Dr. iur. Servatius von Tatzenberg

Beneath five routine sanctions updates and two ECJ press releases lies a day heavy with obligations nobody has added to their list yet.

ISIL and Taliban lists both updated — FINMA forwards the notice, but the regime gap is the story

FINMA News

SECO updated the ISIL/Da'esh–Al-Kaida list (SR 946.231.08) in April, following a UN Sanctions Committee decision of 30 March 2026, with SESAM updated on 31 March. The Taliban list (SR 946.231.07) was updated separately in March under a different FINMA notice. FINMA's forwarding notices are, as usual, three sentences each. The operational point matters more than the updates themselves: today's piece by Dr. von Tatzenberg on Switzerland's ISIL/Al-Kaida ordinance explains why these designations sit outside the standard country-programme screening workflow — they run under the UN-1267 track, which EU-mirroring sanctions systems do not reach by default. An updated list is only useful if the screening is pointed at the right ordinance.

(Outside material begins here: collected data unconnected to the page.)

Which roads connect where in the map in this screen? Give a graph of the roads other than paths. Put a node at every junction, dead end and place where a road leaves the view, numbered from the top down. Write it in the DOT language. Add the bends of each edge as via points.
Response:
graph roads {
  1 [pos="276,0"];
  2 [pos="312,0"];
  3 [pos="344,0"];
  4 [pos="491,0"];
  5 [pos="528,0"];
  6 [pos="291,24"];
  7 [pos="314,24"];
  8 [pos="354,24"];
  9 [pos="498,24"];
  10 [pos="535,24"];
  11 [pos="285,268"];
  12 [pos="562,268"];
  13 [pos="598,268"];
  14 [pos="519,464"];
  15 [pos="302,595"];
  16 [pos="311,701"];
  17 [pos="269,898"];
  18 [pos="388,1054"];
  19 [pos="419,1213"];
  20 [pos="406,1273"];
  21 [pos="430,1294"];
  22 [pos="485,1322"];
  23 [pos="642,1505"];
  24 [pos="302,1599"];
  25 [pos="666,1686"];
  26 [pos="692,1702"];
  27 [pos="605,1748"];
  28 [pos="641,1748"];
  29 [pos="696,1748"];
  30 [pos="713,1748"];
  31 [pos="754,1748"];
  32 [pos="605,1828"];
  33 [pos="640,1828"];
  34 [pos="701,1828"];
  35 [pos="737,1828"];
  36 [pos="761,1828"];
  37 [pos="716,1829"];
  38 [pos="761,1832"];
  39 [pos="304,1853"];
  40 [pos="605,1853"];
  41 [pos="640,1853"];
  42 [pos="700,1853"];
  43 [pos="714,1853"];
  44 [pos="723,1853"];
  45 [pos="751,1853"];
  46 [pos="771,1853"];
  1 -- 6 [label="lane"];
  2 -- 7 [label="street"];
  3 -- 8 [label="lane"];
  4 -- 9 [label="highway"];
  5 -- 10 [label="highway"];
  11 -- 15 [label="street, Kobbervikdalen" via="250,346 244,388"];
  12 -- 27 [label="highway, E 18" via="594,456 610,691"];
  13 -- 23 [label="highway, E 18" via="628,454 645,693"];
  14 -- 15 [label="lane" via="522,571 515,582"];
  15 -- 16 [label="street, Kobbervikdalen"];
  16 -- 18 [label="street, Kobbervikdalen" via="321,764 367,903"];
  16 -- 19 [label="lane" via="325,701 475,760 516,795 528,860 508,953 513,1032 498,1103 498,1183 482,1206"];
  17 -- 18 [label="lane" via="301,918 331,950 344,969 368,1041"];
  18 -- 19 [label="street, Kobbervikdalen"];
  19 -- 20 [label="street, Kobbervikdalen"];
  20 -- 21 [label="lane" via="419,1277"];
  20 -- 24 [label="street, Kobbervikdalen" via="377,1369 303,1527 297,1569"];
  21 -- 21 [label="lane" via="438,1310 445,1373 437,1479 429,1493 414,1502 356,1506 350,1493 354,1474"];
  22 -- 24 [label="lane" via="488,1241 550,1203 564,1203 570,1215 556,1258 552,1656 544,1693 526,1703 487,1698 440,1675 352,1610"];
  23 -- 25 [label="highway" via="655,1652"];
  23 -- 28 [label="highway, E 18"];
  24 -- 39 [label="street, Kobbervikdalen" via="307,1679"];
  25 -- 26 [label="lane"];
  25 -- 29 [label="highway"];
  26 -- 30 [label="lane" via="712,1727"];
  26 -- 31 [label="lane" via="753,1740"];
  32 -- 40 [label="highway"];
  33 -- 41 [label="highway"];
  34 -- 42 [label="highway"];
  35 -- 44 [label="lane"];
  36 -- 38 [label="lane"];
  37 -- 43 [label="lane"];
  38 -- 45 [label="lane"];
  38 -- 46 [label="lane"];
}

ECJ rules Portuguese football no-poach agreement was a cartel — the pandemic framing changed nothing

European Court of Justice (en)

In C-133/24 CD Tondela and Others, the Grand Chamber held that no-poach agreements of this type may restrict competition by object under Art. 101 TFEU — but explicitly recognised a legitimate-objective pathway: stability of player rosters and regularity of sporting competitions can take an agreement outside Art. 101(1) altogether. Final classification was referred back to the Portuguese national tribunal to determine, in a precise and reasoned manner, whether the agreement restricts competition by object on the facts. The clubs' pandemic-solidarity argument did not generate a categorical safe harbour, but the Grand Chamber did not issue a definitive object classification. For in-house teams managing HR practices across EU jurisdictions, the exposure is real — no-poach clauses carry Art. 101 risk, and no automatic crisis exception applies — but the Grand Chamber left room for a legitimate-objective defence that the national court must now resolve. The analysis does not stop at football.

Prognose: Expect DG COMP to cite C-133/24 in its next labour-market enforcement action — the football clubs have just provided a template.

ECJ: five-year residence requirement for social assistance is indirect discrimination against third-country nationals

European Court of Justice (en)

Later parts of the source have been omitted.